As a child, I grew up knowing him as a keen-eyed, carefully spoken man with a playful, no, make that mischievous, smile that let you know that he was quite aware of what you were up to and that he was in on the joke.
His doggerel verse apart, he was one of the few adult males I grew up taking respectful note of, even as I adamantly ignored him and his seemingly never-ending efforts to taunt me with that damned refrain.
Teen years
Next I knew him as I grew out of my teens and decided that I wanted to write. I had been doing movie reviews at the Sunday Punch for just over a year when he gave me a chance at the Express, where he was the Editor.
I wrote then for "The Young Scene," a small section of the features pages of the Sunday paper set aside for reporting on the antics of the youth.
He would call me into his office occasionally to offer comments on the way I had approached a particular story and to encourage me to go out and report, to see things and talk to people and find out what was really happening.
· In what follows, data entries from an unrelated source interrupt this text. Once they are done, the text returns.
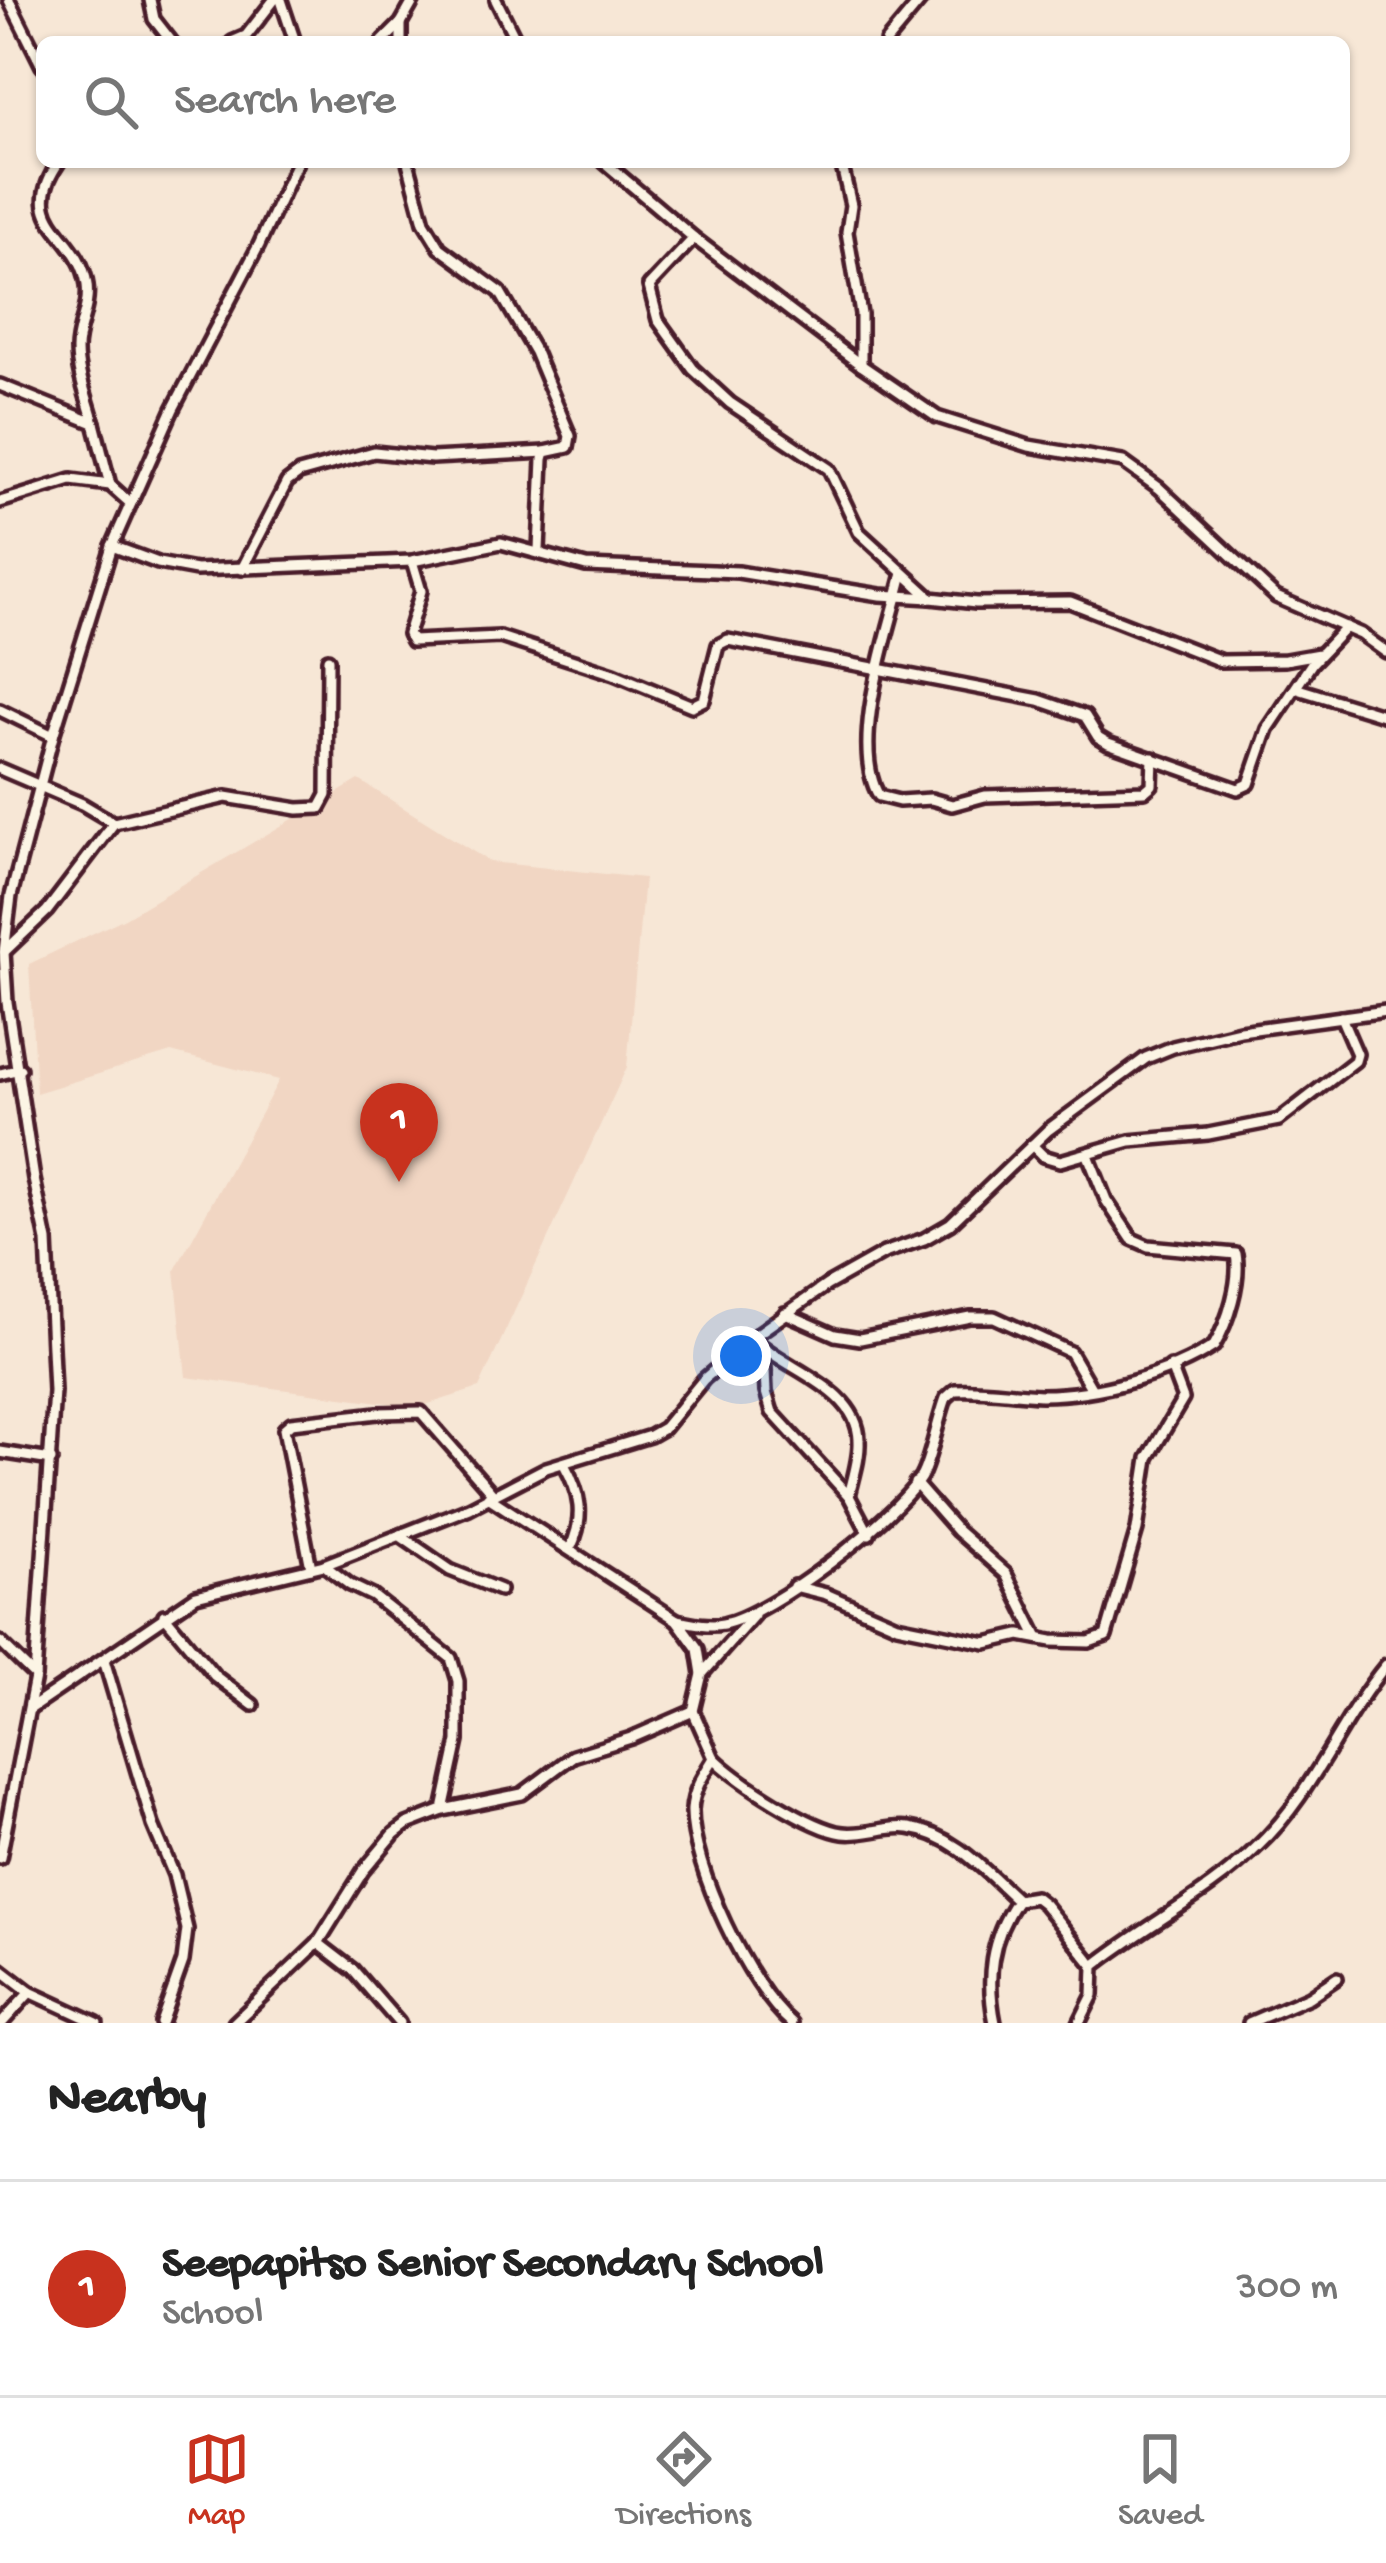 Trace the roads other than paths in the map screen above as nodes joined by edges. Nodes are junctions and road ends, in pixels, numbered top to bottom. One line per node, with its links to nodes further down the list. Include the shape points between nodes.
1 (9, 0): 15 (street)
2 (151, 0): 8 (street)
3 (278, 0): 9 (street); 10 (street)
4 (414, 0): 7 (street)
5 (496, 0): 13 (street)
6 (921, 0): 14 (street)
7 (401, 23): 11 (street); 12 (street)
8 (167, 36)
9 (246, 36)
10 (293, 36)
11 (388, 36)
12 (401, 36)
13 (514, 36)
14 (891, 36)
15 (36, 54)
16 (55, 168): 24 (street, via 44,207 87,280 77,349)
17 (294, 168): 28 (street)
18 (410, 168): 25 (street, via 440,248 500,292 536,352 570,436 566,448)
19 (611, 168): 21 (street)
20 (842, 168): 22 (street)
21 (694, 238): 22 (street); 33 (street, via 652,281 658,320 714,391 829,469 853,524)
22 (861, 365): 36 (street, via 937,417 984,435 1123,462 1276,597)
23 (0, 385): 24 (street)
24 (94, 423): 26 (street)
25 (545, 452): 30 (street); 32 (street, via 374,452 299,473)
26 (110, 485): 27 (street, via 71,480); 28 (street)
27 (0, 502)
28 (130, 503): 29 (street)
29 (112, 546): 32 (street, via 175,568); 44 (street)
30 (539, 550): 31 (street, via 502,544); 34 (street, via 586,566 737,572)
31 (412, 561): 32 (street); 40 (street, via 421,587 412,641 500,637 692,706 704,700 724,640)
32 (242, 568)
33 (903, 573): 34 (street); 35 (street)
34 (898, 596): 35 (street); 40 (street)
35 (931, 598): 38 (street, via 1070,602 1221,661)
36 (1346, 627): 37 (street); 38 (street)
37 (1386, 652)
38 (1319, 654): 41 (street)
39 (328, 659): 48 (street, via 326,803 312,810 226,797)
40 (878, 669): 45 (street, via 1055,704 1085,716 1108,743); 45 (street, via 868,764 879,796 890,800 952,805 985,796 1145,791)
41 (1298, 689): 43 (street); 45 (street, via 1268,729 1244,789)
42 (0, 710): 44 (street)
43 (1386, 716)
44 (53, 736): 47 (street)
45 (1153, 758)
46 (0, 769): 47 (street)
47 (39, 786): 48 (street); 49 (street)
48 (113, 823): 49 (street, via 47,911)
49 (4, 952): 52 (street)
50 (1386, 1011): 51 (street)
51 (1341, 1017): 54 (street, via 1160,1051); 55 (street, via 1354,1061 1279,1120)
52 (20, 1069): 53 (street); 62 (street, via 47,1241)
53 (0, 1074)
54 (1032, 1144): 55 (street, via 1049,1160); 56 (street, via 950,1224)
55 (1088, 1154): 59 (street, via 1132,1239 1236,1254 1214,1346)
56 (785, 1313): 57 (street); 60 (street, via 860,1339 994,1317 1070,1352)
57 (753, 1337): 58 (street); 63 (street, via 664,1428)
58 (764, 1348): 66 (street, via 772,1412); 66 (street, via 832,1392 855,1420 859,1451)
59 (1171, 1367): 60 (street); 77 (street, via 1183,1400 1148,1458 1112,1625 1089,1642)
60 (1091, 1388): 64 (street, via 1036,1395 955,1390)
61 (0, 1452): 62 (street)
62 (51, 1460): 82 (street)
63 (564, 1464): 65 (street); 69 (street, via 580,1503)
64 (915, 1483): 67 (street); 77 (street, via 1006,1574)
65 (490, 1495): 68 (street); 69 (street); 71 (street, via 421,1412 287,1425)
66 (849, 1496): 67 (street)
67 (869, 1534): 72 (street)
68 (402, 1538): 70 (street); 73 (street)
69 (570, 1549): 76 (street)
70 (324, 1565): 71 (street); 87 (street, via 446,1651 455,1667 458,1741)
71 (311, 1568): 75 (street, via 196,1596)
72 (794, 1586): 74 (street); 77 (street, via 911,1628 986,1643)
73 (500, 1590)
74 (762, 1606): 76 (street, via 721,1624); 81 (street)
75 (164, 1615): 79 (street); 83 (street, via 215,1676)
76 (677, 1620): 81 (street, via 696,1643)
77 (1038, 1638)
78 (0, 1642): 82 (street)
79 (104, 1660): 84 (street); 98 (street, via 187,1929)
80 (1386, 1665): 91 (street, via 1321,1768 1257,1848)
81 (702, 1674): 85 (street)
82 (35, 1677): 84 (street)
83 (254, 1706)
84 (30, 1709): 88 (street)
85 (693, 1711): 86 (street); 87 (street, via 573,1756 523,1794)
86 (714, 1758): 89 (street, via 790,1811 840,1833 910,1828 939,1838); 100 (street, via 692,1809 712,1897)
87 (443, 1810): 90 (street, via 383,1845)
88 (0, 1858)
89 (1017, 1900): 91 (street, via 1044,1904); 101 (street, via 994,1947)
90 (318, 1943): 95 (street, via 353,1970); 99 (street)
91 (1094, 1966): 102 (street, via 1093,1995)
92 (0, 1969): 94 (street)
93 (1337, 1978): 103 (street)
94 (29, 1992): 96 (street); 97 (street)
95 (393, 2021)
96 (2, 2023)
97 (97, 2023)
98 (160, 2023)
99 (234, 2023)
100 (792, 2023)
101 (995, 2023)
102 (1079, 2023)
103 (1249, 2023)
On that beat, I went to house parties to listen to small bands slamming enthusiastically through their repertoire and found The Last Supper, a band that included in its line up a young Robin Imamshah and Carl Henderson.
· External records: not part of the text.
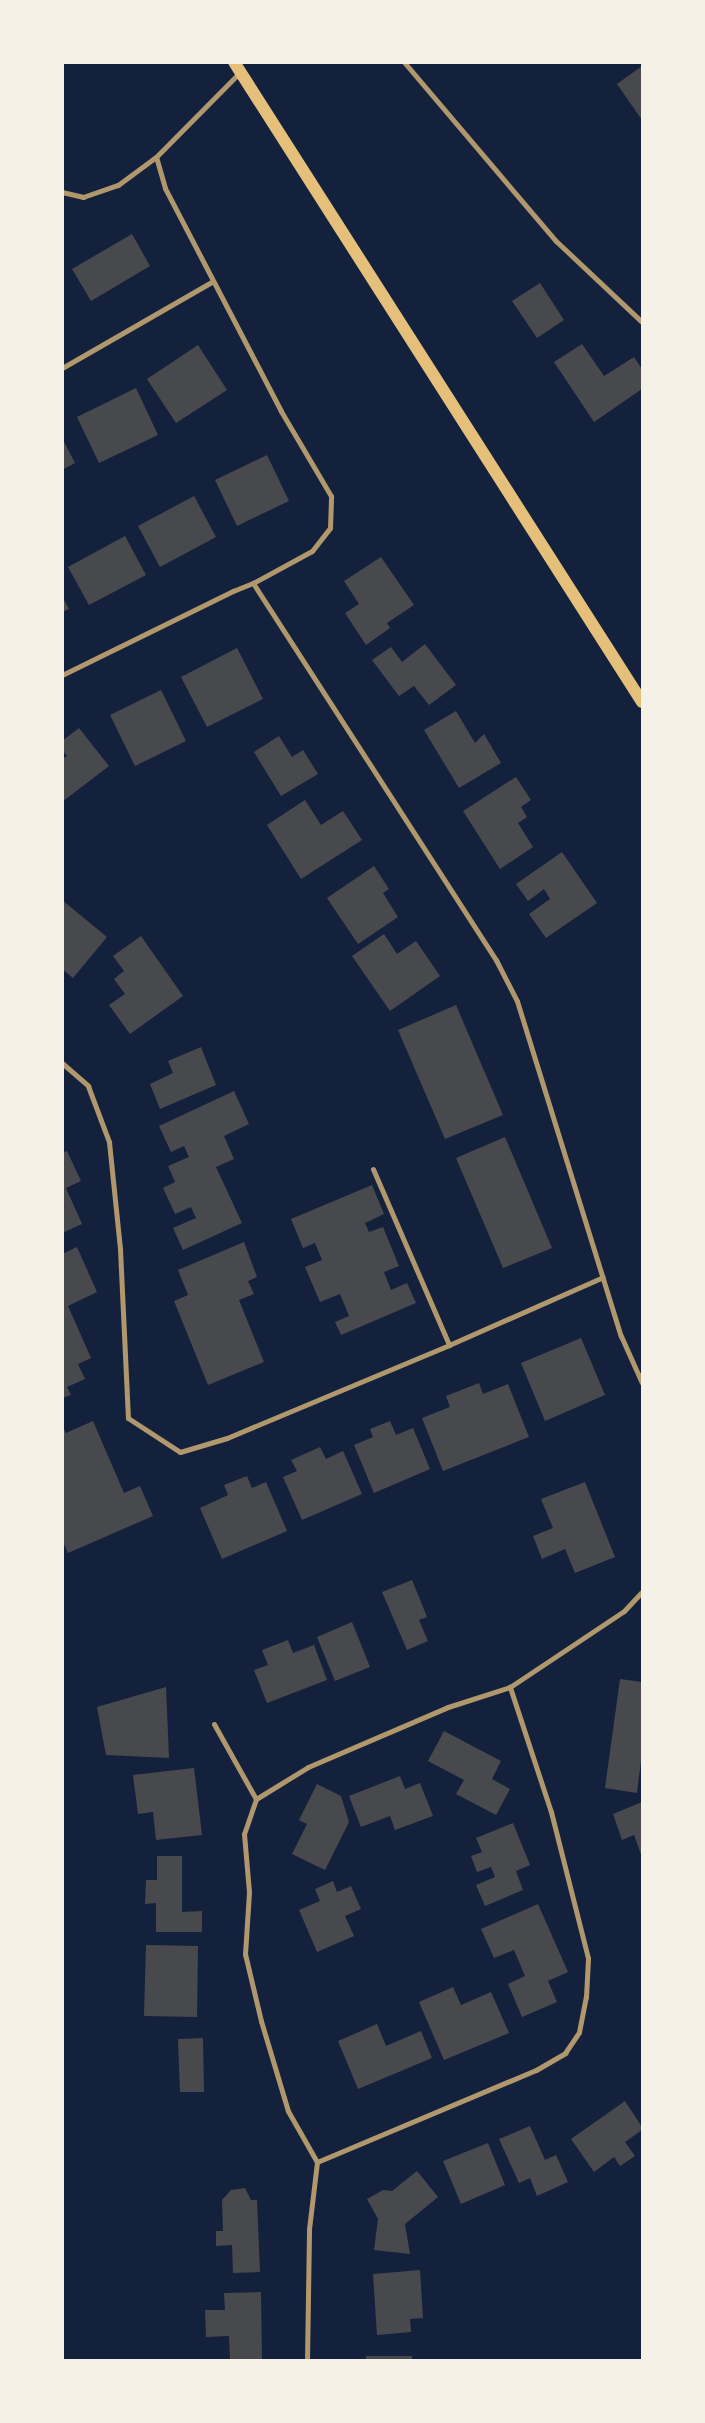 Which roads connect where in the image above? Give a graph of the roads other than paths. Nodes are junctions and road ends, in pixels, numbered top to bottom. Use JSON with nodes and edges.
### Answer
{"nodes":[{"id":1,"x":404,"y":62,"type":"edge"},
{"id":2,"x":237,"y":67,"type":"edge"},
{"id":3,"x":156,"y":157,"type":"junction"},
{"id":4,"x":62,"y":192,"type":"edge"},
{"id":5,"x":213,"y":281,"type":"junction"},
{"id":6,"x":642,"y":322,"type":"edge"},
{"id":7,"x":62,"y":368,"type":"edge"},
{"id":8,"x":253,"y":584,"type":"junction"},
{"id":9,"x":62,"y":675,"type":"edge"},
{"id":10,"x":642,"y":702,"type":"edge"},
{"id":11,"x":62,"y":1063,"type":"edge"},
{"id":12,"x":374,"y":1169,"type":"dead end"},
{"id":13,"x":603,"y":1277,"type":"junction"},
{"id":14,"x":449,"y":1345,"type":"junction"},
{"id":15,"x":642,"y":1383,"type":"edge"},
{"id":16,"x":642,"y":1592,"type":"edge"},
{"id":17,"x":510,"y":1687,"type":"junction"},
{"id":18,"x":214,"y":1724,"type":"dead end"},
{"id":19,"x":256,"y":1799,"type":"junction"},
{"id":20,"x":317,"y":2162,"type":"junction"},
{"id":21,"x":307,"y":2360,"type":"edge"}],
"edges":[{"from":1,"to":6,"type":"street"},
{"from":2,"to":3,"type":"street"},
{"from":2,"to":10,"type":"main road"},
{"from":3,"to":4,"type":"street"},
{"from":3,"to":5,"type":"street"},
{"from":5,"to":7,"type":"street"},
{"from":5,"to":8,"type":"street"},
{"from":8,"to":9,"type":"street"},
{"from":8,"to":13,"type":"street"},
{"from":11,"to":14,"type":"street"},
{"from":12,"to":14,"type":"street"},
{"from":13,"to":14,"type":"street"},
{"from":13,"to":15,"type":"street"},
{"from":16,"to":17,"type":"street"},
{"from":17,"to":19,"type":"street"},
{"from":17,"to":20,"type":"street"},
{"from":18,"to":19,"type":"street"},
{"from":19,"to":20,"type":"street"},
{"from":20,"to":21,"type":"street"}]}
Through it all, as I figured out what writing for a newspaper could be, there would be the intermittent visits to an office commanded by piles of that yellowish newsprint that we typed then and in one corner was a huge typewriter, weathered, angular and black on which I never saw him type a single word.
At The Guardian
His writing was always done reflectively and in private. Even in our third time working together, when we met at the Guardian, he as the senior editorial consultant in situ and me, one of the young turks brought by Lennox Grant from the Express in 1998, I would never see him actually write.
If I entered his office and he was staring at the screen, he would stop and talk, never glancing back or seeming particularly eager to finish what he had been doing.
He would sometimes drop by my little office then, making a flourish of taking one of my sweets, but really on a mission to share a thought or offer some advice.
Once, in a particularly over-the-top bit of exuberance, front page designer Kevan Gibbs ran a headline in what must have been 200 point type, a vast slab of black text that commanded the page.
"It's very impressive," George said, unwrapping a mint slowly, "but what size will you use if there's a war?"
I can't count the times that he would guide me from my earliest days as a writer until he left the Guardian. And it wasn't all advice. Sometimes it was a reference. Read this. Talk to that person. Look up that. His knowledge wasn't offered as a prescribed main course but rather as a buffet. No matter what you picked up, it was always a pleasant surprise.
Old journalists just type away
Now George is gone. His four-decade-old threat to show anyone impressed with me an old photo of his daughter Deborah reeling from my attempt to kiss her at my fifth birthday party is over. He won't be calling my mother Mona Jamaica at their every greeting.
I regret never having thanked him for caring, for his prickly insistence on better and for being, in what for other people would have been old age, one of the funniest people I've ever known. Of course, if I had, he would have dismissed it and made a wisecrack, but it should have been said.
If George got a bit crankier in his later years, it probably was in frustration at the revolving door of talent that the media had become. In his world, being a journalist was evangelism, you believed in it, had faith in its capacity to overcome its failings and worked at making it more relevant every day. But everytime he was called on to teach, it must have seemed like the whole congregation had changed.
George John stayed the course, a journalist from his first professional moment to his last, his writing fluent, clear and dizzyingly wide ranging, a monument to his skill and enthusiasm for this country's people and it remains a lasting touchstone to everyone who comes after him in this business.